[[ Data extracts open ]]

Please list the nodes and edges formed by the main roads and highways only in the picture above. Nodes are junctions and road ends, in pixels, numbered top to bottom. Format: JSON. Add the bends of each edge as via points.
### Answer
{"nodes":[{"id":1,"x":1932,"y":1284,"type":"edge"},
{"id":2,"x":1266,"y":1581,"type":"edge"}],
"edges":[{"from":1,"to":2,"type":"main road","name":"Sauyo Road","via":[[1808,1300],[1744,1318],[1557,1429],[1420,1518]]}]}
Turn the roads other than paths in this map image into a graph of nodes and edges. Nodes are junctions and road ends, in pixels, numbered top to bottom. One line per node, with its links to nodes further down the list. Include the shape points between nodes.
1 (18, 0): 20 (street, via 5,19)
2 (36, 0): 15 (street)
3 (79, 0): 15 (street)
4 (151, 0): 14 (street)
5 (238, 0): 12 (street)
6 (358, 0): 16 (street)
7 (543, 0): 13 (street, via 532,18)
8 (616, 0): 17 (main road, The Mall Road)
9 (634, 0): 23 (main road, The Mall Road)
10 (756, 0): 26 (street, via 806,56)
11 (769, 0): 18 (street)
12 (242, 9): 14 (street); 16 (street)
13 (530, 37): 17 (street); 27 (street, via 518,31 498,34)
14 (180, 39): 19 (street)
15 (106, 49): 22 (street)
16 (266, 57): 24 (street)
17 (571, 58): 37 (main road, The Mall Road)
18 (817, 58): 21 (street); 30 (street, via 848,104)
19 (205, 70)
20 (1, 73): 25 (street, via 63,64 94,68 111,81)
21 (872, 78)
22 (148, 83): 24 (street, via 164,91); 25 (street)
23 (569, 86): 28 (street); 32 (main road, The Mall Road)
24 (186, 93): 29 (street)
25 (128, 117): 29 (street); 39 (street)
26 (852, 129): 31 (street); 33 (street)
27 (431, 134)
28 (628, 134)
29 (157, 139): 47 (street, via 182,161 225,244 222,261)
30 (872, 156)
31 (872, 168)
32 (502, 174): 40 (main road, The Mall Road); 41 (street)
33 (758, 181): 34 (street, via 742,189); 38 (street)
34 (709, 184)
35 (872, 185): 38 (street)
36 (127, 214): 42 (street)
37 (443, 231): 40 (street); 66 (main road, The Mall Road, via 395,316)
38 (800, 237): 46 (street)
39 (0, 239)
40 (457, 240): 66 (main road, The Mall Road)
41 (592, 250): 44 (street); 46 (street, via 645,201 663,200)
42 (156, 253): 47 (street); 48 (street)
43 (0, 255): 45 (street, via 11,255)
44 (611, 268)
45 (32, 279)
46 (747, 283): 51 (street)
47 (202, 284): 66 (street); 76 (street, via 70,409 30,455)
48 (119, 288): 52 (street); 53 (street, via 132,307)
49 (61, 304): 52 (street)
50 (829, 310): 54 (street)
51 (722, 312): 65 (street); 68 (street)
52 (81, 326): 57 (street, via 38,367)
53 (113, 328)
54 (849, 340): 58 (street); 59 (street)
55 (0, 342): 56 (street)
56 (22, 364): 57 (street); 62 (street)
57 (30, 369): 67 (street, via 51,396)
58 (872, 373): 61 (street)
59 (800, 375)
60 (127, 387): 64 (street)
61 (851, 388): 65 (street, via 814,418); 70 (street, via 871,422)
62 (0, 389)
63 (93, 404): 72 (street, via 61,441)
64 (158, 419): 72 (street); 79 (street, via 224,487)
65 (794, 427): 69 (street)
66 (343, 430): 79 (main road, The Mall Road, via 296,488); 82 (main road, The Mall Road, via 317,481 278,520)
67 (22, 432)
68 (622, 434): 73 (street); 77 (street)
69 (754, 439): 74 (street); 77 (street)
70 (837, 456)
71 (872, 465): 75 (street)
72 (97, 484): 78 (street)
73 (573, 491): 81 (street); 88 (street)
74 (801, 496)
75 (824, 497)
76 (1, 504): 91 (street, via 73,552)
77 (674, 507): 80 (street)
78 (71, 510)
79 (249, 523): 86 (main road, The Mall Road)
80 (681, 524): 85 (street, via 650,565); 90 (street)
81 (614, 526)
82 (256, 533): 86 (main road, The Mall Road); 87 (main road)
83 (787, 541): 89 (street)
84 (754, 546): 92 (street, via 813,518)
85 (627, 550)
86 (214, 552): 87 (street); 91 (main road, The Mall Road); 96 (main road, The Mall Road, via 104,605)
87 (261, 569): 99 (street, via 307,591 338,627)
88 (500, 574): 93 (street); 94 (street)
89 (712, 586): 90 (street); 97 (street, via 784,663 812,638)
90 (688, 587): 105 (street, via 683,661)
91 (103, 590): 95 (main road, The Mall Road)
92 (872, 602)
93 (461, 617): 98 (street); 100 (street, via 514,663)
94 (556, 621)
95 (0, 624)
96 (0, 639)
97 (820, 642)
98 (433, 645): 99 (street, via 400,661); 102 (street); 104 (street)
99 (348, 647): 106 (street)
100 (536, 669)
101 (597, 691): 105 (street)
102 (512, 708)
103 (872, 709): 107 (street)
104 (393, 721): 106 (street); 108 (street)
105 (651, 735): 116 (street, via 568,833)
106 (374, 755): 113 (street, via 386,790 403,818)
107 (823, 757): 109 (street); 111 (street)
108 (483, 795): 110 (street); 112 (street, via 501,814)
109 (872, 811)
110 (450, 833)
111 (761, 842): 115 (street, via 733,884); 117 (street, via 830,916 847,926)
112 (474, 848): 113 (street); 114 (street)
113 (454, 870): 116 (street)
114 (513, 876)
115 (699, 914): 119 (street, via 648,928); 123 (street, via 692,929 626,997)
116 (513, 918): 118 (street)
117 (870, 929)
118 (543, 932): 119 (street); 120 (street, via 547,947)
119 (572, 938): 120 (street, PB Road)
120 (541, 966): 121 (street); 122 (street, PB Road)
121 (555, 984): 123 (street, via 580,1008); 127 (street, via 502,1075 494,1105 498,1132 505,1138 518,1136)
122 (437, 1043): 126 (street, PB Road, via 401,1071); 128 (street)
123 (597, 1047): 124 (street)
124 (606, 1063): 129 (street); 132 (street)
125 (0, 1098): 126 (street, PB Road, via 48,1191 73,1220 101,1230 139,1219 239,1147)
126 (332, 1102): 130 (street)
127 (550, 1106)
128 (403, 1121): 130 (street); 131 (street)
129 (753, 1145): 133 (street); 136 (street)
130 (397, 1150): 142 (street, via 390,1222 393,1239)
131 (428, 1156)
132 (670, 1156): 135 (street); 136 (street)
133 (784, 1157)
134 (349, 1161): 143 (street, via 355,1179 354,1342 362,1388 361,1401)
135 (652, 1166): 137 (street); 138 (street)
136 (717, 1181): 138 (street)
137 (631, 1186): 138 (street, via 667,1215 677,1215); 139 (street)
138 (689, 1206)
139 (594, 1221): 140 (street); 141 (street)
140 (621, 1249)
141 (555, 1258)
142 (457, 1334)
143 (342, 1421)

[[ Data extracts closed ]]

◆ Directions
Please copy out every line of the preceding listing that carries "type".

◆ Solution
{"nodes":[{"id":1,"x":1932,"y":1284,"type":"edge"},
{"id":2,"x":1266,"y":1581,"type":"edge"}],
"edges":[{"from":1,"to":2,"type":"main road","name":"Sauyo Road","via":[[1808,1300],[1744,1318],[1557,1429],[1420,1518]]}]}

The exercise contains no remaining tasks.